The Petitioner initially claimed eligibility under this criterion but did not continue to assert those 
claims when he responded to the Director's request for evidence. In their decision, the Director 
discussed the evidence submitted for this criterion and found that the Petitioner did not establish his 
eligibility. On appeal, the Petitioner does not contest the Director's findings for this criterion or offer 
additional arguments. For these reasons, the Petitioner has abandoned his eligibility claims under this 
criterion. Matter of Mariscal-Hernandez, 28 I&N Dec. 666, 672 (BIA 2022) (finding arguments not 
raised on appeal are abandoned). Accordingly, the Petitioner has not submitted qualifying evidence 
under this criterion. 
We conclude that although the Petitioner claims he meets three criteria within the appeal, because his 
arguments fail on any single criterion discussed above, that means he cannot numerically meet the 
required number of criteria and it is unnecessary for us to reach a decision on his other claimed 
elements. As the Petitioner cannot fulfill the initial evidentiary requirement of three criteria under 
8 C.F.R. § 204.5(h)(3), we reserve our evaluation of those requirements. See INS v. Bagamasbad, 429 
U.S. 24, 25 (1976) (finding it unnecessary to analyze additional grounds when another independent 
issue is dispositive of the appeal); see also Matter of D-L-S-, 28 I&N Dec. 568, 576-77 n.10 (BIA 
2022) (declining to reach alternative issues on appeal where an applicant is otherwise ineligible). 
ITT. CONCLUSION 
The Petitioner has not submitted the required initial evidence of either a one-time achievement or 
documents that meet at least three of the ten criteria. As a result, we do not need to provide the type 
of final merits determination referenced in Kazarian, 596 F.3d at 1119-20. Nevertheless, we advise 
that we have reviewed the record in the aggregate, concluding it does not support a finding that the 
Petitioner has established the acclaim and recognition required for the classification sought. 

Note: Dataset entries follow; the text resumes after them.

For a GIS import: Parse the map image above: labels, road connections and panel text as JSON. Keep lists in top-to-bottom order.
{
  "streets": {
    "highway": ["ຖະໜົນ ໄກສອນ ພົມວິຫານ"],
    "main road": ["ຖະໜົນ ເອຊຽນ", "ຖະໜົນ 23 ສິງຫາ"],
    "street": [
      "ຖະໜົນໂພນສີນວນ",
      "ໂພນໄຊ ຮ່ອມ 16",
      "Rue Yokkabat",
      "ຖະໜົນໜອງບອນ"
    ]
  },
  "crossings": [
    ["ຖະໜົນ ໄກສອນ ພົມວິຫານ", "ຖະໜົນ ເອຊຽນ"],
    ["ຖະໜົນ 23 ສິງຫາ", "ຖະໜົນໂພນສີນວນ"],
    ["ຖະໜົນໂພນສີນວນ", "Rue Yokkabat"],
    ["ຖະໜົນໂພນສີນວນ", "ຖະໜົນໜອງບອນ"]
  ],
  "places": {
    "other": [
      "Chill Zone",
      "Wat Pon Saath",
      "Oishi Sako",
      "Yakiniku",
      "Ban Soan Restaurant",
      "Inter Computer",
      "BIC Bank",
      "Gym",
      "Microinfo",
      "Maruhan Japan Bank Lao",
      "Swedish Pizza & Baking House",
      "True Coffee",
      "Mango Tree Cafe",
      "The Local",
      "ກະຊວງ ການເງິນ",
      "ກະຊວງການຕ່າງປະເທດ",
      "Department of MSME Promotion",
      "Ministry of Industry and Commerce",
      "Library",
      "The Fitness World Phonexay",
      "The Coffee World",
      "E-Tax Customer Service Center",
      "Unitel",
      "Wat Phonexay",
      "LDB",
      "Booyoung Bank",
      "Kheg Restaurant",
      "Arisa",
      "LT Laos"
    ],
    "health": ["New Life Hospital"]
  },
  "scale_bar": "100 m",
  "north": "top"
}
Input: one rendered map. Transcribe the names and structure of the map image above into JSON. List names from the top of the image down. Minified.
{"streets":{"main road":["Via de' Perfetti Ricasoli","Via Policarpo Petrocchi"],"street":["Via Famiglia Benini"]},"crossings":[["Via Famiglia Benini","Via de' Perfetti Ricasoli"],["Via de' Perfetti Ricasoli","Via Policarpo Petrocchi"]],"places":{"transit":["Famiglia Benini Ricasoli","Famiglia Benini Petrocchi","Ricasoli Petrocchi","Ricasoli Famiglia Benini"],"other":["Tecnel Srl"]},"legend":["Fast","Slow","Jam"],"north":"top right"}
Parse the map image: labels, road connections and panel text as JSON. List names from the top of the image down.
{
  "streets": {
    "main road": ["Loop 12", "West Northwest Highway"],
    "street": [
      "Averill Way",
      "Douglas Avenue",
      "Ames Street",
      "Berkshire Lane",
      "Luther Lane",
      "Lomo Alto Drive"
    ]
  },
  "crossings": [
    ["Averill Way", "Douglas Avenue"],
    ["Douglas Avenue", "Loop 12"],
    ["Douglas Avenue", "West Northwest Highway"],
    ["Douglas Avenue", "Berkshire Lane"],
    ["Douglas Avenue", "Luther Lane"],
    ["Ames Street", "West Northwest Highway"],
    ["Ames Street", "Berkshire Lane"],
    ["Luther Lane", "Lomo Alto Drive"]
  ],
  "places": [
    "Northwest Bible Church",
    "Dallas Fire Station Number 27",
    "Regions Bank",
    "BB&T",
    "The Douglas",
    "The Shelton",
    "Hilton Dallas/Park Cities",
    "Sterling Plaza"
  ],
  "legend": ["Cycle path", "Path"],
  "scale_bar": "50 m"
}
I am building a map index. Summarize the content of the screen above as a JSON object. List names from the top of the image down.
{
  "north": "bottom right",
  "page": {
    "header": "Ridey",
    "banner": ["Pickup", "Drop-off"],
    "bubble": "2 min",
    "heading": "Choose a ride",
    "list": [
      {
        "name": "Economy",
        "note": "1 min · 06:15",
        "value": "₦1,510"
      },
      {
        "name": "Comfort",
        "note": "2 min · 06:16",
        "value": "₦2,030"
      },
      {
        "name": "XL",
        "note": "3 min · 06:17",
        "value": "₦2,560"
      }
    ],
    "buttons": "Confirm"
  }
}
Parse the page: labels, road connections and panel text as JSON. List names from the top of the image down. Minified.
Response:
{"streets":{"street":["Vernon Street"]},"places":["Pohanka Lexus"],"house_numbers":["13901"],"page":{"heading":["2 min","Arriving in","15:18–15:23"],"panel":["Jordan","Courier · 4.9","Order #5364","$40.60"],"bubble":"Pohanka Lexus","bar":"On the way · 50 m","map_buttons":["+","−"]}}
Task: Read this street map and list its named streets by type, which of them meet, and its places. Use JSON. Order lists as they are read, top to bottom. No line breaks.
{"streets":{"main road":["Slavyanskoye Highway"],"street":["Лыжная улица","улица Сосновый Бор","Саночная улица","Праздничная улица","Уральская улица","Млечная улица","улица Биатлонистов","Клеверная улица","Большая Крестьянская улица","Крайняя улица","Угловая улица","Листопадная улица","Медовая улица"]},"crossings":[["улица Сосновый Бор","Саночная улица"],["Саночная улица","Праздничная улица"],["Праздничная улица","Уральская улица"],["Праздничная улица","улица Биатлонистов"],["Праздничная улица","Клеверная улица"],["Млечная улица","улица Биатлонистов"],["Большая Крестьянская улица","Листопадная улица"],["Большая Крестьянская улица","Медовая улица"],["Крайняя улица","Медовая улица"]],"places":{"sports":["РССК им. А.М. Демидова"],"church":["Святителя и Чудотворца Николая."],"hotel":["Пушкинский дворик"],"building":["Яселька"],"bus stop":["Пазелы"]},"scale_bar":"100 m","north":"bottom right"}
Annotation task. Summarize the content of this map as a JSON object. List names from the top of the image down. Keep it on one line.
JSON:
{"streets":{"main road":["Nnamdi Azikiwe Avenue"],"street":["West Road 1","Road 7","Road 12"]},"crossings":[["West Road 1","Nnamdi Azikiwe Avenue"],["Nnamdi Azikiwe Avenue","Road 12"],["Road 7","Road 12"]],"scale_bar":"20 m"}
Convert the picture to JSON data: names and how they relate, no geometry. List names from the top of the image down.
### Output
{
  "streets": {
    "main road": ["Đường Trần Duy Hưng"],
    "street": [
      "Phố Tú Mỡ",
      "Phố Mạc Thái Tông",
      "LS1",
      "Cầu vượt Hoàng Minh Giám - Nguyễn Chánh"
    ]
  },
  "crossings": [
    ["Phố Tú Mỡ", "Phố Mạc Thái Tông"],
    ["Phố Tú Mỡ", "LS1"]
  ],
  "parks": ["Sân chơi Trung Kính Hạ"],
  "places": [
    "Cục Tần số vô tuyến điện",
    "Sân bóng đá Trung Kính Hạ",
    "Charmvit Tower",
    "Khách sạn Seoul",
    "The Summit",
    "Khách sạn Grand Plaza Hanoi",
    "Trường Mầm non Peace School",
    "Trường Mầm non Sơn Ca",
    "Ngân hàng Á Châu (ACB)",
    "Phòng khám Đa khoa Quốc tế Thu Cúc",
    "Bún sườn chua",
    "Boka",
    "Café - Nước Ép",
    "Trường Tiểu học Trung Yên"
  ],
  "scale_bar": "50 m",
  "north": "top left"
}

The Petitioner seeks a highly restrictive visa classification, intended for individuals already at the top 
of their respective fields, rather than for individuals progressing toward that goal. USCIS has long 
held that even athletes performing at the major league level do not automatically meet the 
"extraordinary ability" standard. Matter of Price, 20 I&N Dec. 953, 954 (Assoc. Comm'r 1994). 
Here, the Petitioner has not shown the significance of their work is indicative of the required sustained 
national or international acclaim or that it is consistent with a "career of acclaimed work in the field" 
as contemplated by Congress. H.R. Rep. No. 101-723, 59 (Sept. 19, 1990); see also section 
203(b )(1 )(A). Moreover, the record does not otherwise demonstrate that the Petitioner has garnered 
national or international acclaim in the field, and they are one of the small percentage who has risen 
to the very top of the field of endeavor. See section 203(b)(l)(A) and 8 C.F.R. § 204.5(h)(2). 
For the reasons discussed above, the Petitioner has not demonstrated their eligibility as an individual 
of extraordinary ability. The appeal will be dismissed for the above stated reasons, with each 
considered as an independent and alternate basis for the decision. 
ORDER: The appeal is dismissed.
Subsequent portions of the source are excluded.